Egypt Drifts Away from Democracy

COMMENTARY Middle East

Egypt Drifts Away from Democracy

Jun 16, 2012 2 min read
COMMENTARY BY

Former Visiting Fellow, Allison Center

James Phillips was a Visiting Fellow for Middle Eastern affairs at The Heritage Foundation.

Egypt has been plunged into confusion by the judicial coup mounted against the recently elected parliament, which was dissolved by a ruling of Egypt’s Supreme Constitutional Court.

The Egyptian army undoubtedly acted behind the scenes, using the court as a sock puppet to limit the power of the Muslim Brotherhood, which dominated the parliamentary elections along with other Islamists.
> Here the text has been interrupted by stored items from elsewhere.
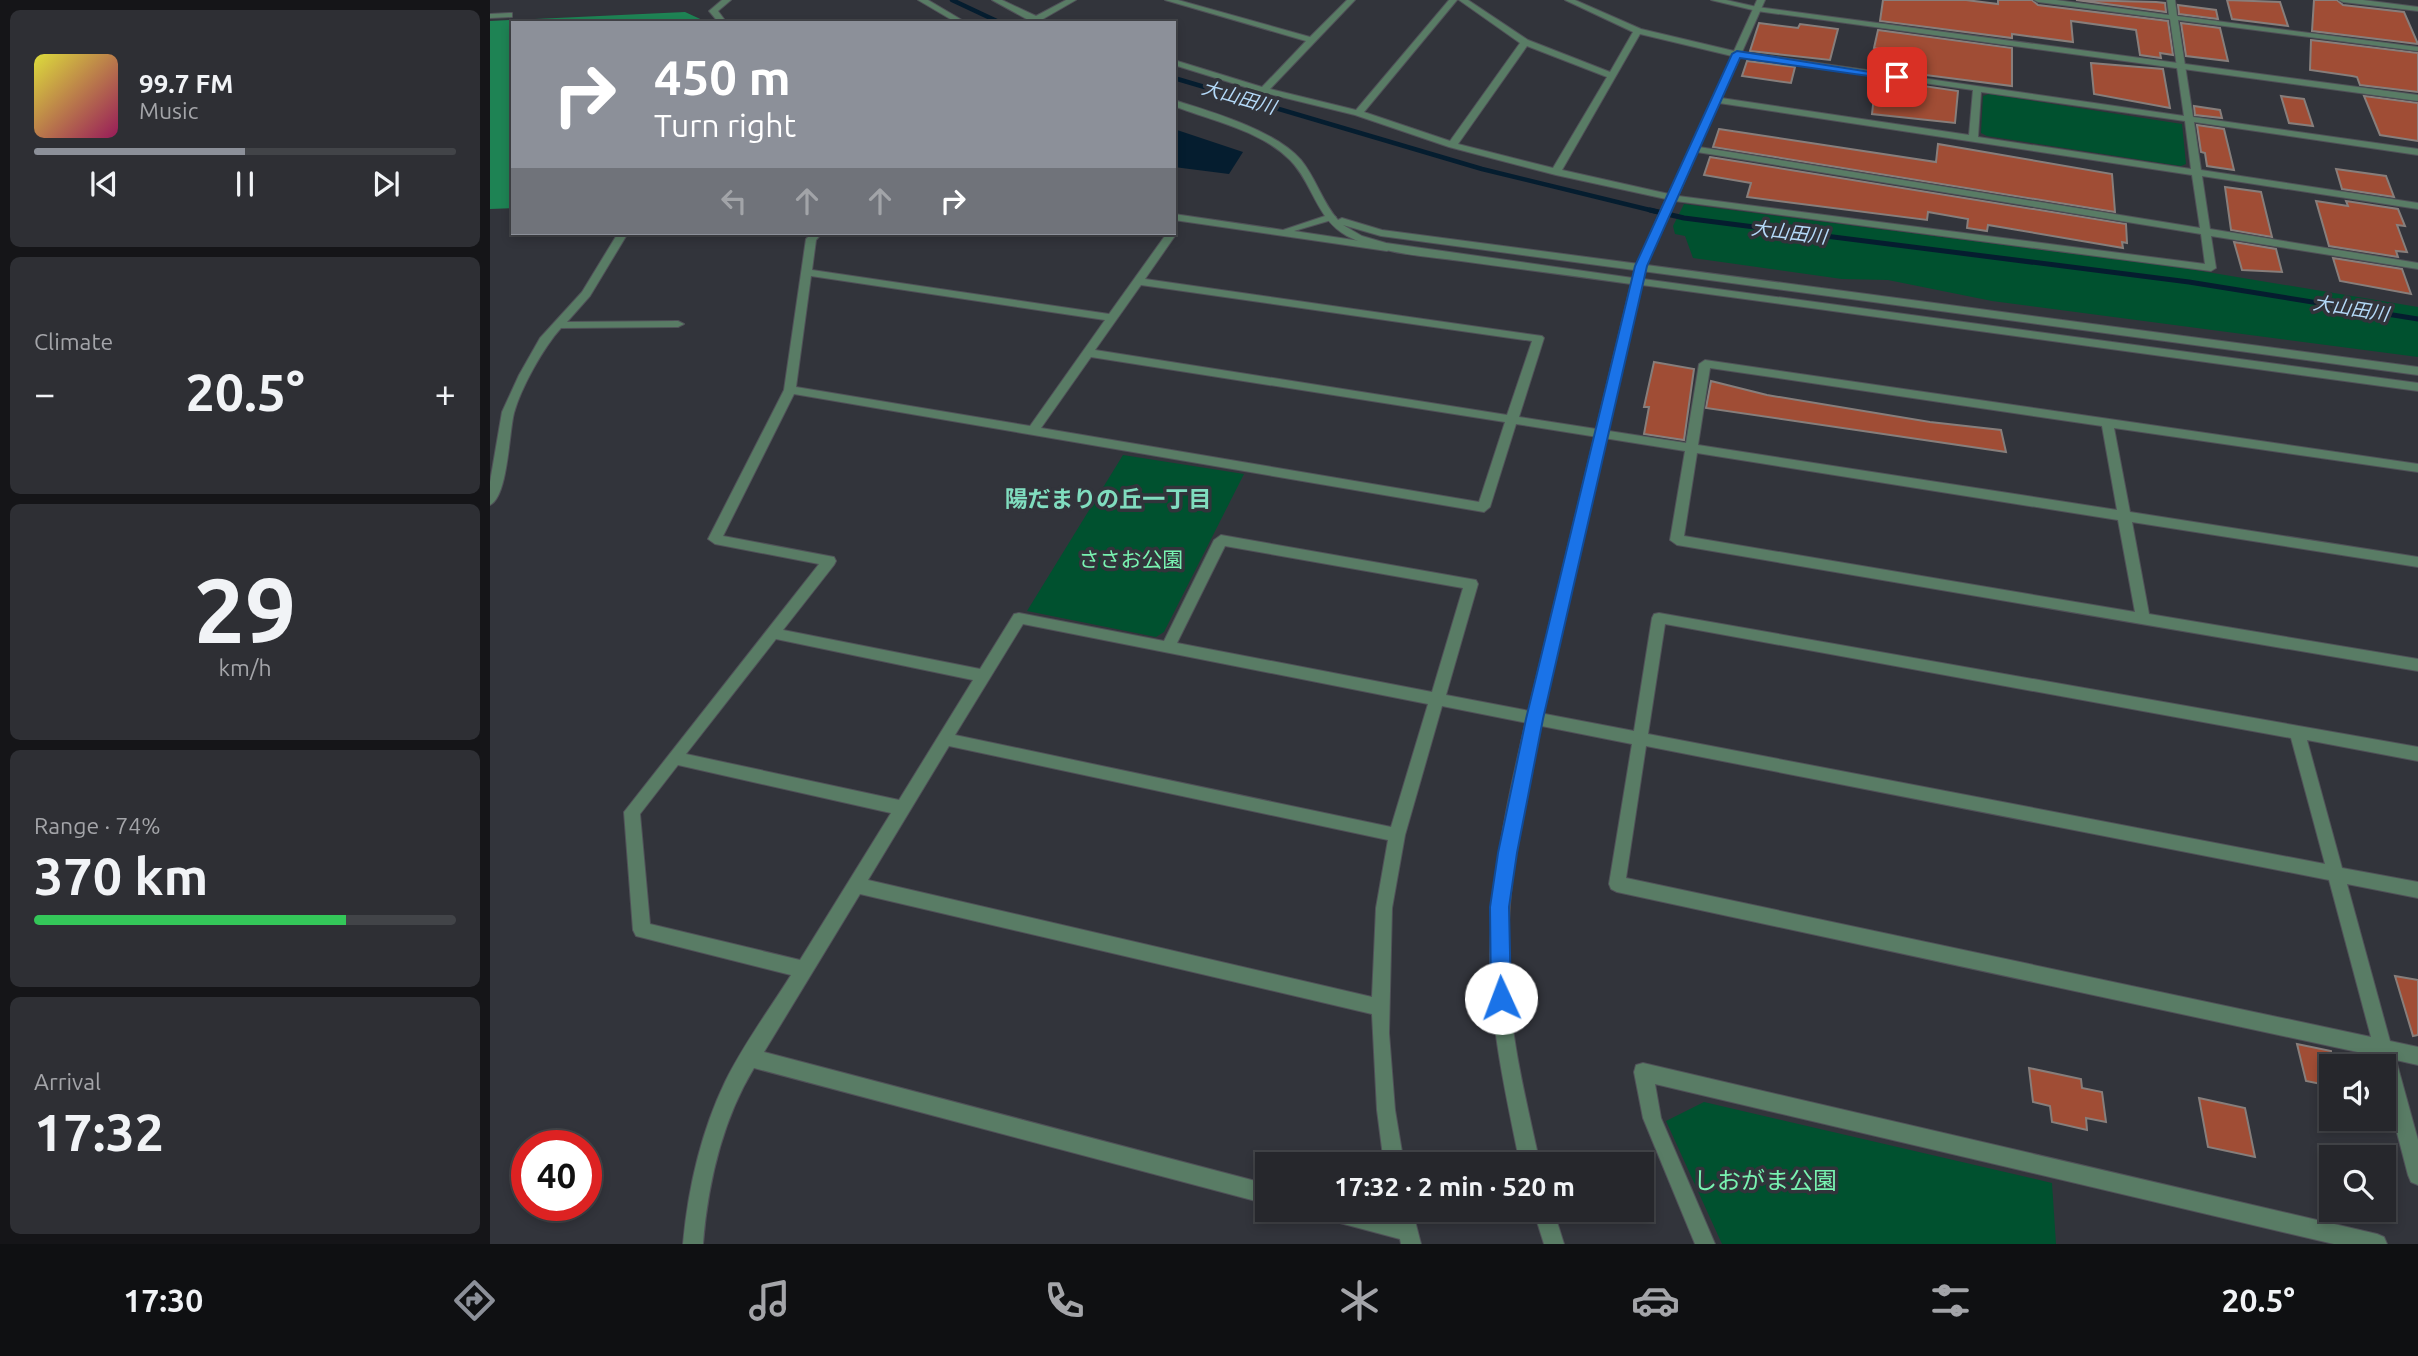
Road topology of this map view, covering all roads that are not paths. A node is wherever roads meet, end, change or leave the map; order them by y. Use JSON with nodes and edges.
{"nodes":[{"id":1,"x":727,"y":0,"type":"edge"},
{"id":2,"x":922,"y":0,"type":"edge"},
{"id":3,"x":996,"y":0,"type":"edge"},
{"id":4,"x":1072,"y":0,"type":"edge"},
{"id":5,"x":1169,"y":0,"type":"edge"},
{"id":6,"x":1351,"y":0,"type":"edge"},
{"id":7,"x":1453,"y":0,"type":"edge"},
{"id":8,"x":1463,"y":0,"type":"edge"},
{"id":9,"x":1569,"y":0,"type":"edge"},
{"id":10,"x":1715,"y":0,"type":"edge"},
{"id":11,"x":2038,"y":0,"type":"edge"},
{"id":12,"x":2171,"y":0,"type":"edge"},
{"id":13,"x":2343,"y":0,"type":"edge"},
{"id":14,"x":1759,"y":4,"type":"edge"},
{"id":15,"x":2418,"y":9,"type":"edge"},
{"id":16,"x":509,"y":15,"type":"dead end"},
{"id":17,"x":490,"y":16,"type":"edge"},
{"id":18,"x":2174,"y":18,"type":"junction"},
{"id":19,"x":721,"y":21,"type":"edge"},
{"id":20,"x":959,"y":21,"type":"edge"},
{"id":21,"x":1040,"y":21,"type":"edge"},
{"id":22,"x":1638,"y":31,"type":"junction"},
{"id":23,"x":1311,"y":40,"type":"junction"},
{"id":24,"x":1525,"y":42,"type":"junction"},
{"id":25,"x":2418,"y":49,"type":"edge"},
{"id":26,"x":1737,"y":54,"type":"junction"},
{"id":27,"x":1176,"y":63,"type":"edge"},
{"id":28,"x":2181,"y":66,"type":"junction"},
{"id":29,"x":1612,"y":76,"type":"junction"},
{"id":30,"x":1977,"y":89,"type":"junction"},
{"id":31,"x":1264,"y":90,"type":"junction"},
{"id":32,"x":2418,"y":98,"type":"edge"},
{"id":33,"x":1717,"y":100,"type":"junction"},
{"id":34,"x":1176,"y":104,"type":"edge"},
{"id":35,"x":1358,"y":113,"type":"junction"},
{"id":36,"x":2189,"y":119,"type":"junction"},
{"id":37,"x":1973,"y":138,"type":"junction"},
{"id":38,"x":1452,"y":145,"type":"junction"},
{"id":39,"x":1695,"y":149,"type":"junction"},
{"id":40,"x":2418,"y":152,"type":"edge"},
{"id":41,"x":1556,"y":172,"type":"junction"},
{"id":42,"x":2196,"y":172,"type":"junction"},
{"id":43,"x":1674,"y":198,"type":"junction"},
{"id":44,"x":2418,"y":206,"type":"edge"},
{"id":45,"x":1328,"y":214,"type":"junction"},
{"id":46,"x":1178,"y":218,"type":"edge"},
{"id":47,"x":1272,"y":232,"type":"junction"},
{"id":48,"x":2205,"y":232,"type":"junction"},
{"id":49,"x":622,"y":235,"type":"edge"},
{"id":50,"x":815,"y":235,"type":"edge"},
{"id":51,"x":1170,"y":235,"type":"edge"},
{"id":52,"x":1404,"y":250,"type":"junction"},
{"id":53,"x":1641,"y":266,"type":"junction"},
{"id":54,"x":2418,"y":266,"type":"edge"},
{"id":55,"x":806,"y":272,"type":"junction"},
{"id":56,"x":1139,"y":281,"type":"junction"},
{"id":57,"x":1637,"y":282,"type":"junction"},
{"id":58,"x":1113,"y":318,"type":"junction"},
{"id":59,"x":678,"y":324,"type":"dead end"},
{"id":60,"x":559,"y":326,"type":"junction"},
{"id":61,"x":1089,"y":353,"type":"junction"},
{"id":62,"x":2418,"y":371,"type":"edge"},
{"id":63,"x":2418,"y":387,"type":"edge"},
{"id":64,"x":790,"y":390,"type":"junction"},
{"id":65,"x":1512,"y":419,"type":"junction"},
{"id":66,"x":2107,"y":422,"type":"junction"},
{"id":67,"x":1033,"y":431,"type":"junction"},
{"id":68,"x":1601,"y":433,"type":"junction"},
{"id":69,"x":1691,"y":448,"type":"junction"},
{"id":70,"x":2418,"y":468,"type":"edge"},
{"id":71,"x":490,"y":500,"type":"edge"},
{"id":72,"x":2125,"y":516,"type":"junction"},
{"id":73,"x":2418,"y":562,"type":"edge"},
{"id":74,"x":2143,"y":619,"type":"junction"},
{"id":75,"x":772,"y":633,"type":"junction"},
{"id":76,"x":1168,"y":647,"type":"junction"},
{"id":77,"x":2418,"y":665,"type":"edge"},
{"id":78,"x":983,"y":676,"type":"junction"},
{"id":79,"x":1437,"y":699,"type":"junction"},
{"id":80,"x":1535,"y":719,"type":"junction"},
{"id":81,"x":2297,"y":732,"type":"junction"},
{"id":82,"x":1639,"y":738,"type":"junction"},
{"id":83,"x":944,"y":739,"type":"junction"},
{"id":84,"x":2418,"y":754,"type":"edge"},
{"id":85,"x":674,"y":758,"type":"junction"},
{"id":86,"x":902,"y":808,"type":"junction"},
{"id":87,"x":1397,"y":835,"type":"junction"},
{"id":88,"x":2337,"y":874,"type":"junction"},
{"id":89,"x":856,"y":884,"type":"junction"},
{"id":90,"x":2418,"y":890,"type":"edge"},
{"id":91,"x":804,"y":970,"type":"junction"},
{"id":92,"x":1379,"y":1007,"type":"junction"},
{"id":93,"x":2383,"y":1049,"type":"junction"},
{"id":94,"x":2418,"y":1056,"type":"edge"},
{"id":95,"x":750,"y":1058,"type":"junction"},
{"id":96,"x":1392,"y":1152,"type":"edge"},
{"id":97,"x":1528,"y":1152,"type":"edge"},
{"id":98,"x":2418,"y":1175,"type":"edge"},
{"id":99,"x":1255,"y":1191,"type":"edge"},
{"id":100,"x":1364,"y":1222,"type":"edge"},
{"id":101,"x":1547,"y":1222,"type":"edge"},
{"id":102,"x":1409,"y":1237,"type":"edge"},
{"id":103,"x":693,"y":1244,"type":"edge"},
{"id":104,"x":1554,"y":1244,"type":"edge"},
{"id":105,"x":1705,"y":1244,"type":"edge"},
{"id":106,"x":2377,"y":1244,"type":"edge"}],
"edges":[{"from":1,"to":19,"type":"street"},
{"from":2,"to":20,"type":"street"},
{"from":3,"to":21,"type":"street"},
{"from":4,"to":21,"type":"street"},
{"from":5,"to":23,"type":"street"},
{"from":6,"to":23,"type":"street"},
{"from":7,"to":35,"type":"street"},
{"from":8,"to":24,"type":"street"},
{"from":9,"to":22,"type":"street"},
{"from":10,"to":14,"type":"street"},
{"from":11,"to":18,"type":"street"},
{"from":12,"to":18,"type":"street"},
{"from":13,"to":15,"type":"street"},
{"from":14,"to":26,"type":"street"},
{"from":14,"to":28,"type":"street"},
{"from":16,"to":17,"type":"street"},
{"from":18,"to":25,"type":"street"},
{"from":18,"to":28,"type":"street"},
{"from":22,"to":26,"type":"street"},
{"from":22,"to":29,"type":"street"},
{"from":23,"to":31,"type":"street"},
{"from":24,"to":29,"type":"street"},
{"from":24,"to":38,"type":"street"},
{"from":26,"to":30,"type":"street"},
{"from":26,"to":33,"type":"street"},
{"from":27,"to":31,"type":"street"},
{"from":28,"to":32,"type":"street"},
{"from":28,"to":36,"type":"street"},
{"from":29,"to":41,"type":"street"},
{"from":30,"to":36,"type":"street"},
{"from":30,"to":37,"type":"street"},
{"from":31,"to":35,"type":"street"},
{"from":33,"to":37,"type":"street"},
{"from":33,"to":39,"type":"street"},
{"from":34,"to":45,"type":"street"},
{"from":35,"to":38,"type":"street"},
{"from":36,"to":40,"type":"street"},
{"from":36,"to":42,"type":"street"},
{"from":37,"to":42,"type":"street"},
{"from":38,"to":41,"type":"street"},
{"from":39,"to":43,"type":"street"},
{"from":39,"to":48,"type":"street"},
{"from":41,"to":43,"type":"street"},
{"from":42,"to":44,"type":"street"},
{"from":42,"to":48,"type":"street"},
{"from":43,"to":48,"type":"street"},
{"from":43,"to":53,"type":"street"},
{"from":45,"to":47,"type":"street"},
{"from":45,"to":52,"type":"street"},
{"from":45,"to":53,"type":"street"},
{"from":46,"to":47,"type":"street"},
{"from":47,"to":52,"type":"street"},
{"from":48,"to":54,"type":"street"},
{"from":49,"to":60,"type":"street"},
{"from":50,"to":55,"type":"street"},
{"from":51,"to":56,"type":"street"},
{"from":52,"to":57,"type":"street"},
{"from":53,"to":57,"type":"street"},
{"from":53,"to":62,"type":"street"},
{"from":55,"to":58,"type":"street"},
{"from":55,"to":64,"type":"street"},
{"from":56,"to":58,"type":"street"},
{"from":56,"to":65,"type":"street"},
{"from":57,"to":63,"type":"street"},
{"from":57,"to":68,"type":"street"},
{"from":58,"to":61,"type":"street"},
{"from":59,"to":60,"type":"street"},
{"from":60,"to":71,"type":"street"},
{"from":61,"to":65,"type":"street"},
{"from":61,"to":67,"type":"street"},
{"from":64,"to":67,"type":"street"},
{"from":64,"to":75,"type":"street"},
{"from":65,"to":67,"type":"street"},
{"from":65,"to":68,"type":"street"},
{"from":66,"to":69,"type":"street"},
{"from":66,"to":70,"type":"street"},
{"from":66,"to":72,"type":"street"},
{"from":68,"to":69,"type":"street"},
{"from":68,"to":80,"type":"street"},
{"from":69,"to":72,"type":"street"},
{"from":69,"to":74,"type":"street"},
{"from":72,"to":73,"type":"street"},
{"from":72,"to":74,"type":"street"},
{"from":74,"to":77,"type":"street"},
{"from":75,"to":78,"type":"street"},
{"from":75,"to":85,"type":"street"},
{"from":76,"to":78,"type":"street"},
{"from":76,"to":79,"type":"street"},
{"from":76,"to":79,"type":"street"},
{"from":78,"to":83,"type":"street"},
{"from":79,"to":80,"type":"street"},
{"from":79,"to":87,"type":"street"},
{"from":80,"to":82,"type":"street"},
{"from":80,"to":97,"type":"street"},
{"from":81,"to":82,"type":"street"},
{"from":81,"to":84,"type":"street"},
{"from":81,"to":88,"type":"street"},
{"from":82,"to":88,"type":"street"},
{"from":82,"to":93,"type":"street"},
{"from":83,"to":86,"type":"street"},
{"from":83,"to":87,"type":"street"},
{"from":85,"to":86,"type":"street"},
{"from":85,"to":91,"type":"street"},
{"from":86,"to":89,"type":"street"},
{"from":87,"to":92,"type":"street"},
{"from":88,"to":90,"type":"street"},
{"from":88,"to":93,"type":"street"},
{"from":89,"to":91,"type":"street"},
{"from":89,"to":92,"type":"street"},
{"from":91,"to":95,"type":"street"},
{"from":92,"to":96,"type":"street"},
{"from":93,"to":94,"type":"street"},
{"from":93,"to":98,"type":"street"},
{"from":95,"to":99,"type":"street"},
{"from":95,"to":103,"type":"street"},
{"from":100,"to":102,"type":"street"},
{"from":101,"to":104,"type":"street"},
{"from":105,"to":106,"type":"street"}]}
Egypt’s difficult transition to democracy has now been set back to square one just ahead of the runoff elections for the presidency on Saturday and Sunday. The two candidates, the Muslim Brotherhood’s Mohamed Morsi and the Mubarak regime’s last prime minister, Ahmed Shafik, were the candidates who least embodied the idealistic democratic goals espoused by the young revolutionaries who led the initial phase of Egypt’s uprising.

The Muslim Brotherhood has warned that if Shafik wins, there will be a violent backlash. It is reportedly involved in backroom talks with the army over a power-sharing arrangement that would head off a political confrontation. But regardless of which candidate wins, the new president will enter office with undefined powers, no parliament, no constitution, and no clear path out of Egypt’s mounting political and economic crisis.

The Obama Administration has been quiet in recent days as it sorts out the confusing events in Cairo. But Vice President Joe Biden, speaking at a high school graduation in Virginia on the day of the judicial coup, presumptuously praised the “Arab Spring” as a “democratic movement that sweptacross the Middle East” and appeared oblivious to the events in Egypt as well as the bloody chaos in Libya, Syria, and Yemen.

The Obama Administration appears to have been caught off-guard and is once again scrambling to catch up to events in Egypt. The Administration’s weak reaction earlier this year to the persecution of U.S.-funded pro-democracy non-governmental organizations may have encouraged Egypt’s anti-democratic forces to conclude that they would pay a small price for hijacking Egypt’s democratic experiment.

Now Egypt appears headed for even greater political turbulence as it drifts further away from the democracy that Biden and others naively believed was inevitable.